Wednesday, September 1, 2010

A Question on Brain Waves

As you may have read on Monday's post, I went to the Museum of Science and Industry over the weekend and there was one interesting activity that the museum had that has stuck with me. The activity was a game and I love games, but I never have been dominated in a game like I was in this one.

Now you read that first paragraph, and then looked at the title referring to brain waves and you may be a bit confused, but the game that was played is called Mindball and the way one wins is by relaxing.

Mindball utilizes some sort of brain scan device that is in a belt like, well, belt, that fits around the head. The device measures Alpha and Theta brain waves and by relaxing one can lower these waves.

The game is played head-to-head so Rob and I went at it and as fast as I sat down and was strapped in the game was over. The way one wins is by having lower brain waves and this makes a ball that sits between the two players move in one direction. If the ball reaches a person that person loses, and the game I played the ball, I swear, had after burners on it! It wasn't even a contest. It was so bad that the person running the game said, "Whoa! Okay, let's try that again!"

We waited in line to play this game and the staff never let someone go twice in a row, but my performance was so bad that a second chance was given.

In the second game I thought I was relaxed. My conscious mind was clear, and yet again the ball flew towards me and it was an instant game over.

Looking at the chart of the game my brain waves were at the maximum that the screen allowed, so I guess you could say they were off the charts. As I stood up I made a comment to Rob that, "Well, maybe that's what I get for being on the autism spectrum." I didn't think much of this comment, but the man running the game started to ask a question, but then had to get the next duo into a game. The man kept looking at me and I began to wonder if this abnormally high set of brain waves is indeed connect with autism.

Back when I was in Vancouver during the Olympics I did a different brain waves game and there my brain activity was off the charts. This is fine and all, but I do not know what this means. I looked up what Alpha and Theta waves do and I will be the first to admit that I know nothing about how the physical brain works.

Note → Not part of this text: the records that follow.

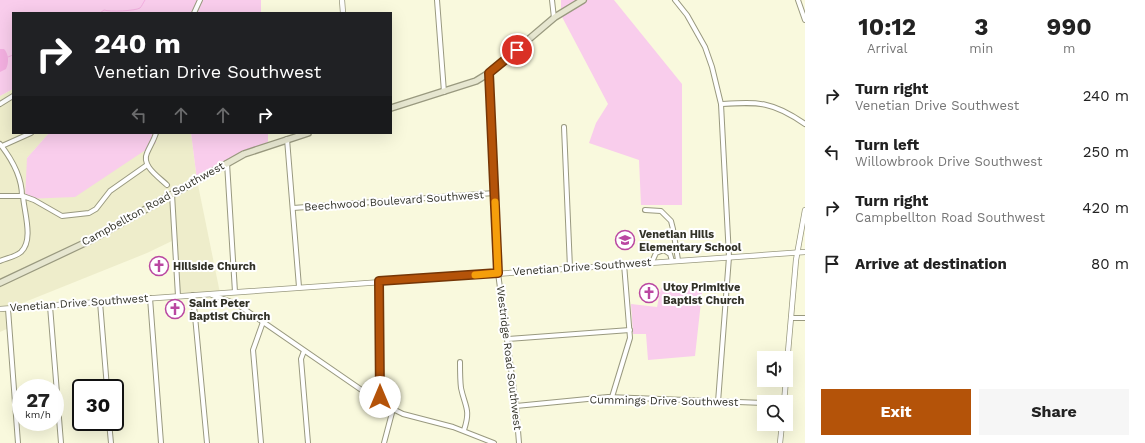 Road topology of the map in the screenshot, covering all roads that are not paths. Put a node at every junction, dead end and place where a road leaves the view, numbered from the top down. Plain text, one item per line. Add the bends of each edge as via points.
1 (200, 0) edge
2 (342, 0) edge
3 (438, 0) edge
4 (552, 0) edge
5 (583, 0) edge
6 (675, 0) edge
7 (798, 0) edge
8 (194, 12) edge
9 (343, 12) edge
10 (554, 18) junction
11 (805, 20) edge
12 (489, 73) junction
13 (444, 93) junction
14 (12, 97) edge
15 (0, 104) edge
16 (721, 104) junction
17 (392, 108) edge
18 (805, 124) edge
19 (564, 127) dead end
20 (28, 134) edge
21 (156, 134) edge
22 (304, 134) edge
23 (287, 139) junction
24 (1, 145) edge
25 (227, 163) junction
26 (147, 165) junction
27 (167, 185) dead end
28 (494, 193) junction
29 (172, 194) junction
30 (0, 196) edge
31 (293, 208) junction
32 (645, 210) dead end
33 (805, 210) edge
34 (797, 252) junction
35 (805, 252) edge
36 (729, 257) junction
37 (678, 260) junction
38 (0, 261) edge
39 (672, 261) junction
40 (652, 262) junction
41 (624, 264) junction
42 (570, 268) junction
43 (498, 273) junction
44 (379, 281) junction
45 (0, 283) edge
46 (299, 287) junction
47 (235, 292) junction
48 (210, 294) junction
49 (193, 295) junction
50 (178, 296) junction
51 (150, 298) junction
52 (100, 302) junction
53 (50, 306) junction
54 (0, 309) edge
55 (8, 309) junction
56 (791, 318) junction
57 (805, 318) edge
58 (263, 322) junction
59 (630, 330) junction
60 (507, 339) junction
61 (304, 351) junction
62 (788, 351) edge
63 (460, 362) dead end
64 (106, 379) edge
65 (612, 397) junction
66 (379, 402) junction
67 (718, 402) junction
68 (757, 403) edge
69 (516, 406) junction
70 (393, 410) junction
71 (464, 430) junction
72 (110, 431) edge
73 (781, 431) edge
74 (18, 443) edge
75 (61, 443) edge
76 (111, 443) edge
77 (161, 443) edge
78 (207, 443) edge
79 (261, 443) edge
80 (308, 443) edge
81 (384, 443) edge
82 (494, 443) edge
83 (519, 443) edge
84 (780, 443) edge

1 - 8 street
2 - 9 street
3 - 13 street
4 - 10 street
5 - 10 main road
6 - 16 street via 687,15 705,48 716,79
7 - 11 street
10 - 12 main road
12 - 13 main road via 468,85
12 - 28 street, Westridge Road Southwest
13 - 17 main road
14 - 15 street
16 - 18 street via 761,103 781,109
16 - 36 street
19 - 42 street
20 - 24 street
21 - 26 street via 146,155
22 - 23 main road, Campbellton Road Southwest
23 - 25 main road, Campbellton Road Southwest via 253,150
23 - 31 street
24 - 30 street via 16,171 22,196
25 - 29 main road, Campbellton Road Southwest
25 - 47 street
26 - 27 street
26 - 38 street via 110,191 96,209 89,213 62,216 23,196 26,245 18,254
28 - 31 street, Beechwood Boulevard Southwest
28 - 43 street, Westridge Road Southwest
29 - 45 main road, Campbellton Road Southwest via 91,240
29 - 50 street
31 - 46 street
32 - 37 street via 661,211 671,221
33 - 34 street
34 - 35 street, Venetian Drive Southwest
34 - 36 street, Venetian Drive Southwest
34 - 56 street
36 - 37 street, Venetian Drive Southwest
36 - 67 street
37 - 39 street, Venetian Drive Southwest
39 - 40 street, Venetian Drive Southwest
39 - 40 street via 670,254 664,250 656,253
40 - 41 street, Venetian Drive Southwest
41 - 42 street, Venetian Drive Southwest
41 - 59 street
42 - 43 street, Venetian Drive Southwest
43 - 44 street, Venetian Drive Southwest
43 - 60 street, Westridge Road Southwest
44 - 46 street, Venetian Drive Southwest
44 - 66 street
46 - 47 street, Venetian Drive Southwest
47 - 48 street, Venetian Drive Southwest
48 - 49 street, Venetian Drive Southwest
48 - 58 street via 237,304
49 - 50 street, Venetian Drive Southwest
49 - 78 street
50 - 51 street, Venetian Drive Southwest
51 - 52 street, Venetian Drive Southwest
51 - 77 street
52 - 53 street, Venetian Drive Southwest
52 - 64 street
53 - 55 street, Venetian Drive Southwest
53 - 75 street
54 - 55 street, Venetian Drive Southwest
55 - 74 street
56 - 57 street
56 - 62 street
58 - 61 street
58 - 79 street via 253,350
59 - 60 street
59 - 65 street via 629,347
60 - 69 street, Westridge Road Southwest
61 - 66 street
61 - 80 street via 301,359
63 - 71 street via 461,388 467,406 468,421
65 - 67 street, Cummings Drive Southwest
65 - 69 street, Cummings Drive Southwest
66 - 70 street
67 - 68 street, Cummings Drive Southwest
69 - 83 street, Westridge Road Southwest
70 - 71 street via 411,418
70 - 81 street
71 - 82 street
72 - 76 street
73 - 84 street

I can write all day about how emotions played into my life and the challenges that can come from simple things like eye contact or run ins with ushers at hockey games, but neurology is something that I know nothing about.

Because of my lack of knowledge I simply wanted to throw this out there. Is there a connection? The one thing I read was that a Theta brain state is much like a person driving down the interstate and being unable to recall the last five miles. If this is true is this part of "The Conscious Coma" concept I put forth in my book? Also, if I thought I was totally relaxed, and my brain was so active, is this a busy subconscious and if so would this be the cause of my usual tiredness after a half day of being out of the house due to processing? So many questions!

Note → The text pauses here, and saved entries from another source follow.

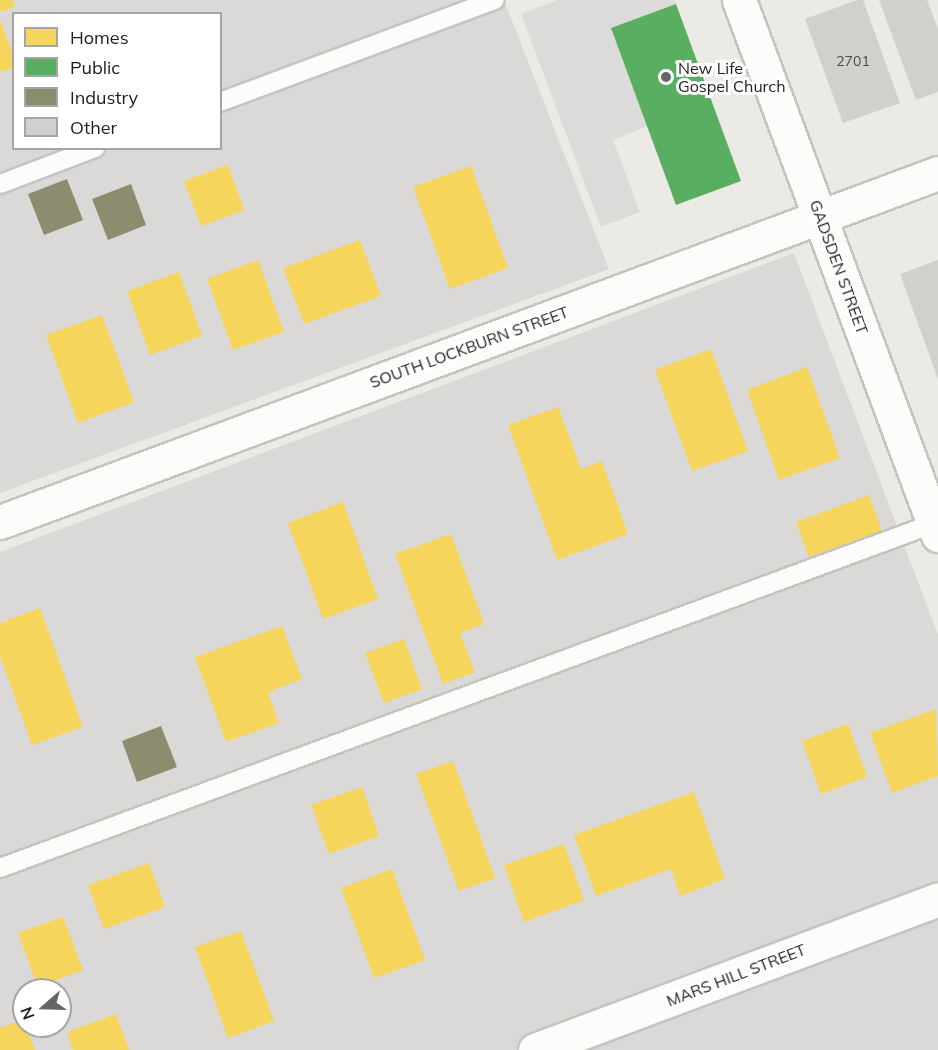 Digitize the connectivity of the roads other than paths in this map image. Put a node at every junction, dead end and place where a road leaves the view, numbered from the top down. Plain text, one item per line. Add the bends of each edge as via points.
1 (495, 0) edge
2 (739, 0) edge
3 (222, 101) edge
4 (90, 150) edge
5 (938, 172) edge
6 (0, 184) edge
7 (820, 217) junction
8 (0, 522) edge
9 (937, 527) edge
10 (0, 868) edge
11 (938, 899) edge
12 (535, 1050) edge

1 - 3 lane
2 - 7 street, GADSDEN STREET
4 - 6 lane
5 - 7 street, SOUTH LOCKBURN STREET
7 - 8 street, SOUTH LOCKBURN STREET
7 - 9 street, GADSDEN STREET
9 - 10 lane
11 - 12 street, MARS HILL STREET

I usually have answers, but for this I want someone to answer mine as I am curious and need to know.


  1. I am guessing, Aaron, that none of us are educated enough to answer this for you!

    I will send you, privately, the contact information of an aquintance of mine who is an Aspie and a Neorologist in Colorado. I'm sure that he would be fascinated for you to send him your 'Life on the other side..." link. His special interest of study is Autism and Asperger's.

  2. If it's based on my knowledge on autism, it is perhaps because anxiety levels of individuals with autism tend to be higher than our neurotypical counterparts. And perhaps due to this higher than normal anxiety levels, that explains the brain wave patterns.